Committee lays out criteria, methods

How should social risk factors enter into Medicare’s value-based payments to hospitals? The answer goes beyond an arcane discussion of payment policy; it has a direct impact on hospital bottom lines and the quality of care provided to underserved communities.  A new report from the National Academies of Sciences, Engineering, and Medicine—the third in a series of five—lays out criteria and methods to account for social risk factors in Medicare payment.  

Changing the status quo (where social risk factors are not part of value-based payment) is a heavy lift. As the expert committee of the NAS notes, current payment policy may underpay or penalize providers who disproportionately serve socially at-risk populations, and encourage providers and insurers to avoid serving patients with social risk factors. But adjusting for social risk factors can worsen disparities if it lowers expectations for quality of care or if it dilutes provider incentives to improve the quality of care for patients with those factors. 
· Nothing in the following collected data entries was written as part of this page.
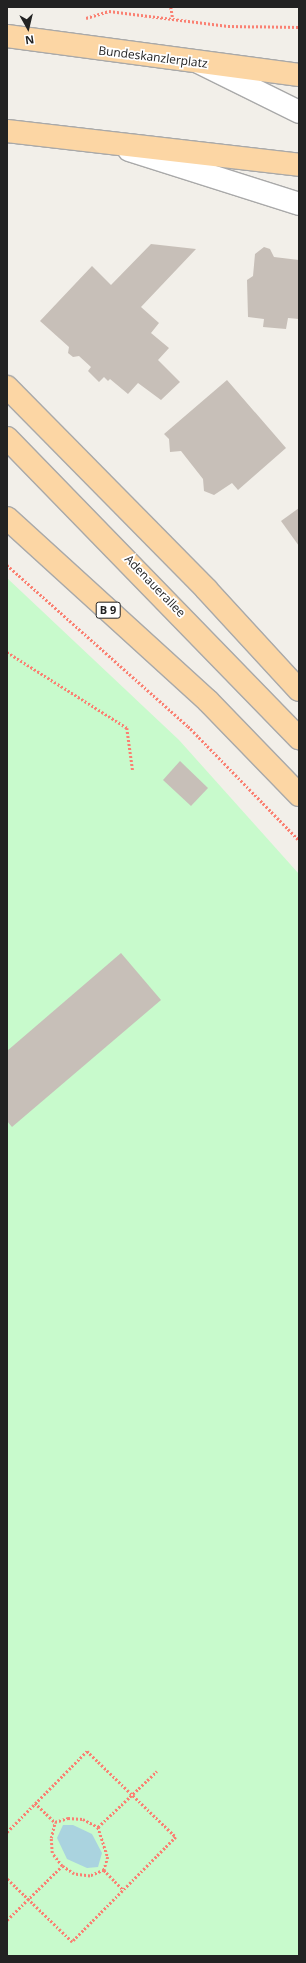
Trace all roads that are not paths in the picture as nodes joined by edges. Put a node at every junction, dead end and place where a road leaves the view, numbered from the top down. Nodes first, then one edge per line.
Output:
1 (7, 36) edge
2 (198, 62) junction
3 (299, 75) edge
4 (299, 112) edge
5 (7, 131) edge
6 (115, 144) junction
7 (298, 165) edge
8 (299, 204) edge
9 (7, 387) edge
10 (7, 438) edge
11 (7, 518) edge
12 (299, 690) edge
13 (299, 738) edge
14 (299, 795) edge

1 - 2 main road, Bundeskanzlerplatz
2 - 3 main road, Bundeskanzlerplatz
2 - 4 street
5 - 6 main road
6 - 7 main road
6 - 8 street
9 - 12 main road
10 - 13 main road, Adenauerallee
11 - 14 main road, B 9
The expert committee of the NAS, which includes LDI Executive Director Daniel Polsky, admirably threads the needle in this debate, offering guidance on which social factors to consider, without recommending that Medicare payment policy actually take these factors into account. But the panel’s systematic discussion of the selection criteria for the factors and the methods of incorporating them into payment policy take us many steps further in the process.

The criteria for selecting social factors are simple yet powerful. Each social risk factor should be conceptually and empirically related to the outcome; precede care delivery and not be modifiable through provider actions; and resist manipulation or gaming. Applying the criteria to measurable social risk factors, the committee identified indicators that could be incorporated into Medicare payment policy in the short term. As shown in bold in the figure below, they include: income, education, and dual eligibility; race, ethnicity, language, and nativity; marital/partnership status and living alone; and neighborhood deprivation, urbanicity, and housing.  The factors in italics indicate potential candidates that pose considerable measurement challenges at this point.

The committee also identified four ways to account for social risk factors, should policymakers choose to do so. Two methods are quality-based, and two are cost-based, and the committee noted that the trade-offs are different for each. For example, lower cost is not always preferable (if it indicates unmet needs), but higher quality is always better. Policymakers could choose to consider social factors by:

1. stratifying public reporting (making overall quality visible to consumers, providers, payers, and regulators);

2. adjusting performance measure scores (accounting for social risk factors statistically, to more accurately measure true performance);

3. directly adjusting payments (explicitly using social risk factors in payment but not in performance measure scores); and

4. restructuring payment incentive design (implicitly accounting for social risk factors in payment).

Although the NAS committee was not charged with taking a position on adjusting for social factors in payment policy, others have already weighed in.  An expert panel convened by the National Quality Forum recommended that NQF change its policy of excluding socioeconomic factors in measuring quality, and consider these factors in pay-for-performance measures such as hospital readmission penalties; in response, the NQF’s Board of Directors approved a two-year trial of risk adjusting certain performance measures for socioeconomic factors. But as LDI Fellows Josh Liao and Krisda Chaiyachati note in a recent blog post, risk adjustment should only be one part of the discourse about readmissions penalties and socioeconomic status; in the end, risk adjustment may need to be paired with incentives for hospitals to adopt public health-minded organizational strategies and community collaborations to address the health needs of populations at risk.